I don't want to send it off to Citizen UK and pay to just have it replaced with a mineral crystal again if I can possibly avoid it...


----------



## dgaddis (Apr 1, 2019)

They're not in the UK, but they will replace a mineral crystal with a sapphire on some models at least, I asked about having a BM8180 crystal swapped.

https://www.hurleyrobertsservice.com/

I haven't used them personally, but others here on the forum have, a search will find you some info. Good luck!


----------



## 6226 (Jul 12, 2019)

dgaddis said:


> They're not in the UK, but they will replace a mineral crystal with a sapphire on some models at least, I asked about having a BM8180 crystal swapped.
> 
> [link removed]
> 
> I haven't used them personally, but others here on the forum have, a search will find you some info. Good luck!

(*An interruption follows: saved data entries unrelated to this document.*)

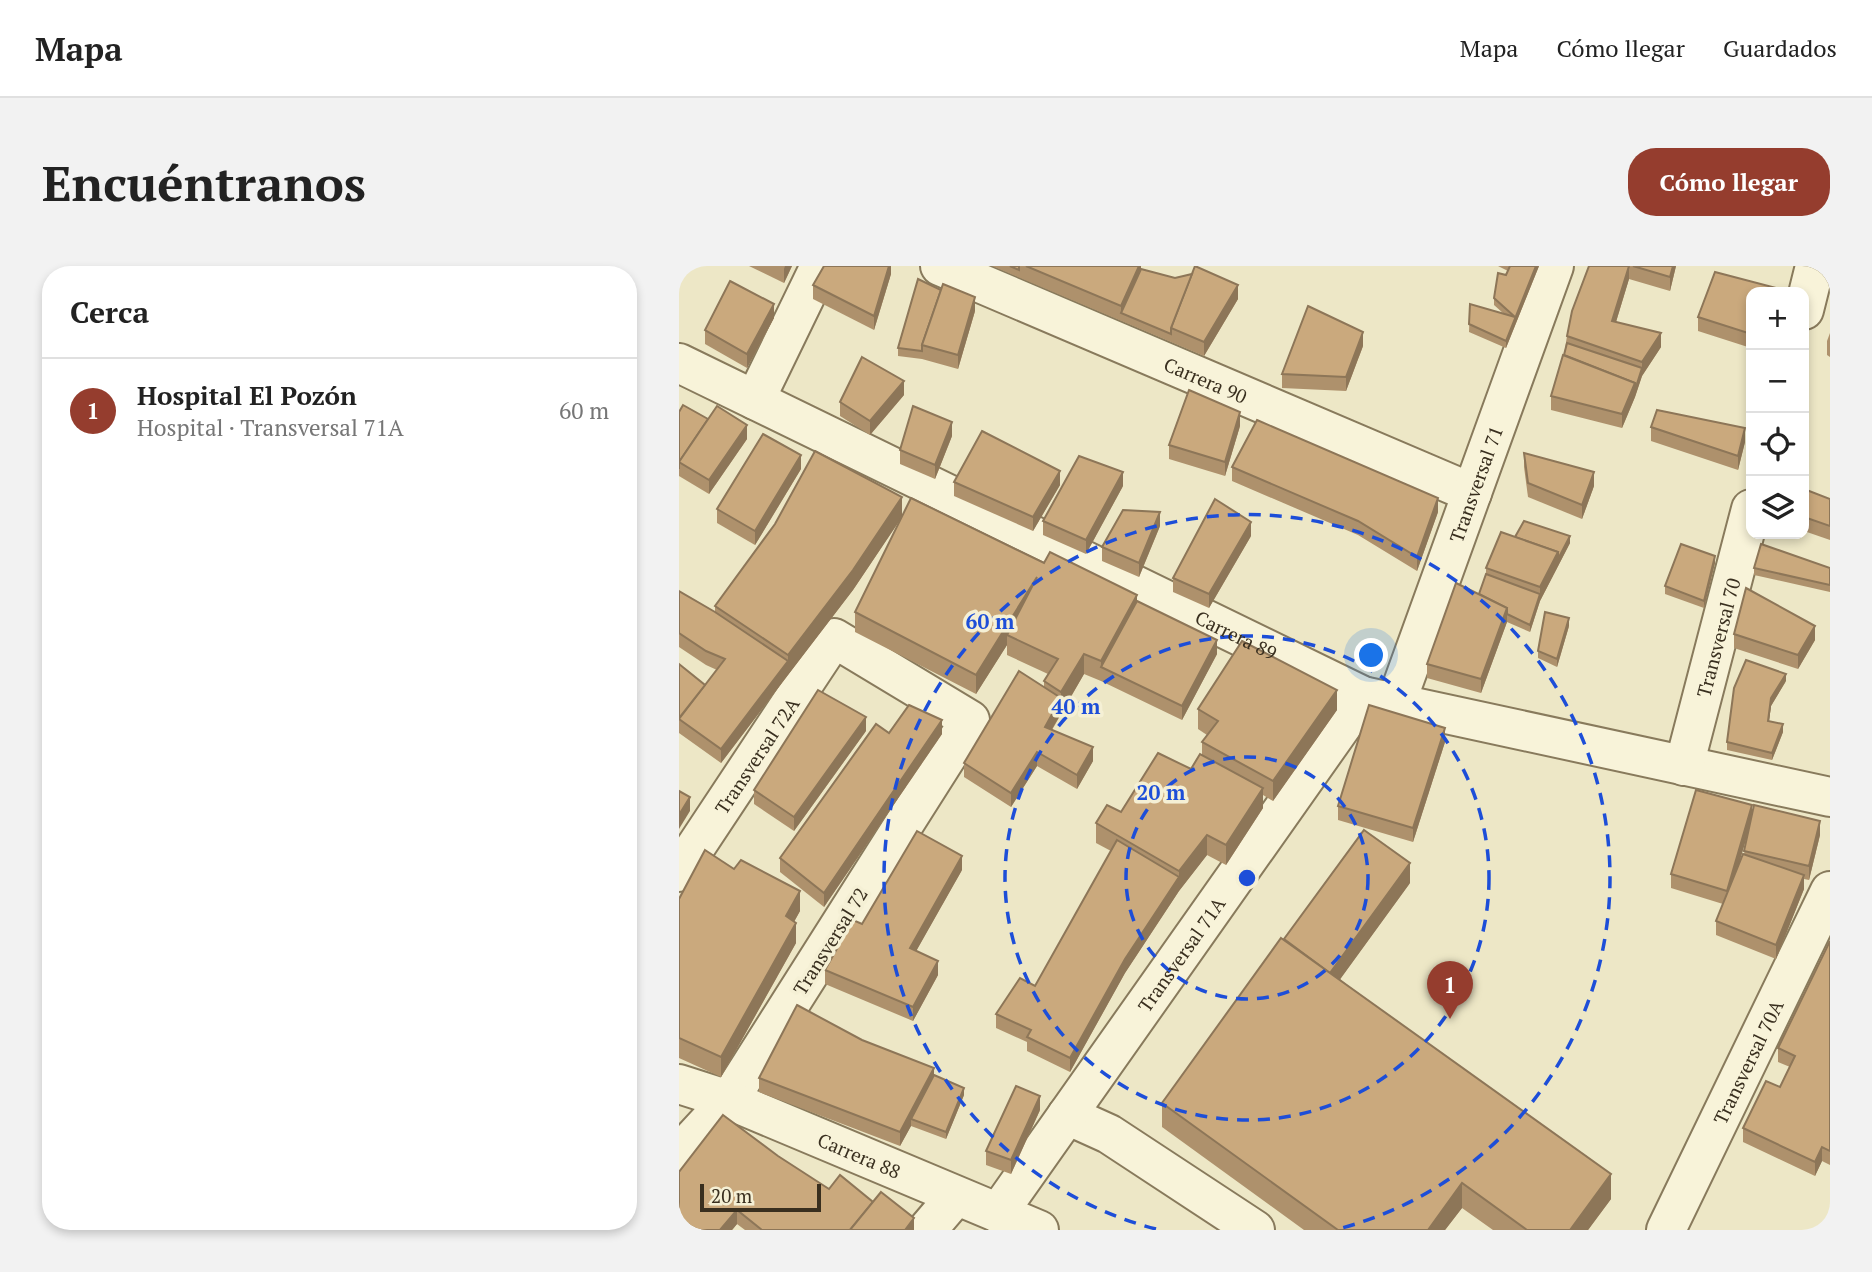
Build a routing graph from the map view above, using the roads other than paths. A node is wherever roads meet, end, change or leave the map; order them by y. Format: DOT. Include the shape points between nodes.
graph roads {
  1 [pos="820,266"];
  2 [pos="940,266"];
  3 [pos="1555,266"];
  4 [pos="1815,266"];
  5 [pos="1809,290"];
  6 [pos="679,363"];
  7 [pos="755,400"];
  8 [pos="1472,493"];
  9 [pos="1746,528"];
  10 [pos="834,638"];
  11 [pos="1379,700"];
  12 [pos="1684,766"];
  13 [pos="1830,797"];
  14 [pos="679,872"];
  15 [pos="1830,891"];
  16 [pos="679,1084"];
  17 [pos="729,1100"];
  18 [pos="1067,1115"];
  19 [pos="679,1154"];
  20 [pos="956,1196"];
  21 [pos="997,1213"];
  22 [pos="927,1230"];
  23 [pos="1039,1230"];
  24 [pos="1255,1230"];
  25 [pos="1666,1230"];
  1 -- 7 [label="street"];
  2 -- 8 [label="street, Carrera 90"];
  3 -- 8 [label="street, Transversal 71"];
  4 -- 5 [label="street"];
  6 -- 7 [label="street, Carrera 89"];
  7 -- 11 [label="street, Carrera 89"];
  8 -- 11 [label="street, Transversal 71"];
  9 -- 12 [label="street, Transversal 70"];
  10 -- 14 [label="street, Transversal 72A"];
  10 -- 17 [label="street, Transversal 72" via="970,720"];
  11 -- 12 [label="street, Carrera 89"];
  11 -- 18 [label="street, Transversal 71A"];
  12 -- 13 [label="street, Carrera 89"];
  15 -- 25 [label="street, Transversal 70A"];
  16 -- 17 [label="street, Carrera 88"];
  17 -- 19 [label="street, Transversal 72"];
  17 -- 20 [label="street, Carrera 88"];
  18 -- 21 [label="street, Transversal 71A"];
  18 -- 24 [label="street" via="1109,1134"];
  20 -- 21 [label="street, Carrera 88"];
  20 -- 22 [label="street"];
  21 -- 23 [label="street, Carrera 88"];
}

I am not sure about sending the watch internationally. I have tried to find a jeweller who is relatively local (a hundred miles or so away in Birmingham's Jewellery Quarter) and they all are refusing to touch it, pointing out this watch has 'DO NOT OPEN SERVICE CENTER REPAIR ONLY' printed on the case back.


----------



## dgaddis (Apr 1, 2019)

6226 said:


> I am not sure about sending the watch internationally. I have tried to find a jeweller who is relatively local (a hundred miles or so away in Birmingham's Jewellery Quarter) and they all are refusing to touch it, pointing out this watch has 'DO NOT OPEN SERVICE CENTER REPAIR ONLY' printed on the case back.


Yep. But Hurley is an authorized Citizen Service Center. So...it's a last resort if nothing else haha


----------



## drooartz (Jan 8, 2019)

dgaddis said:


> They're not in the UK, but they will replace a mineral crystal with a sapphire on some models at least, I asked about having a BM8180 crystal swapped.


No help to the OP, but did they say they would do a BM8180?


----------



## FreddyNorton (Aug 18, 2016)

If you can get it out and measure it both diameter and thickness you can order sapphire cheap to replace. It cost me around 10 dollars for a sapphire from china. Took a few weeks to get here but really nice outcome.


----------



## Metals (Nov 23, 2011)

6226 said:


> it originally came with a mineral glass crystal. It seems this picks up scratches easily compared with a sapphire crystal. ... I don't want to send it off to Citizen UK and pay to just have it replaced with a mineral crystal again if I can possibly avoid it.


Do whatever it takes to get a sapphire crystal, whether it means sending it off to a third party, buying an individual crystal online or overseas and having it installed locally, etc. Mineral crystals are junk and they always scratch. Sapphires aren't expensive, it's synthetic.


----------



## dgaddis (Apr 1, 2019)

drooartz said:


> No help to the OP, but did they say they would do a BM8180?


They said they would indeed! But ultimately I ended up selling it off and buying a JDM titanium Promaster instead.


----------



## drooartz (Jan 8, 2019)

Thanks. I may have to look into the upgrade. I wear the little BM8180 a bunch, and the minor worry of scratching the crystal is my only negative for the watch.


----------



## lewie (Jun 2, 2013)

The trouble with citizens and sapphires is the standard glass on most citizens is random say 33.8mm
Readily available Sapphire crystals usually come in just whole sizes say 33mm or 34mm
This is my experience anyway


----------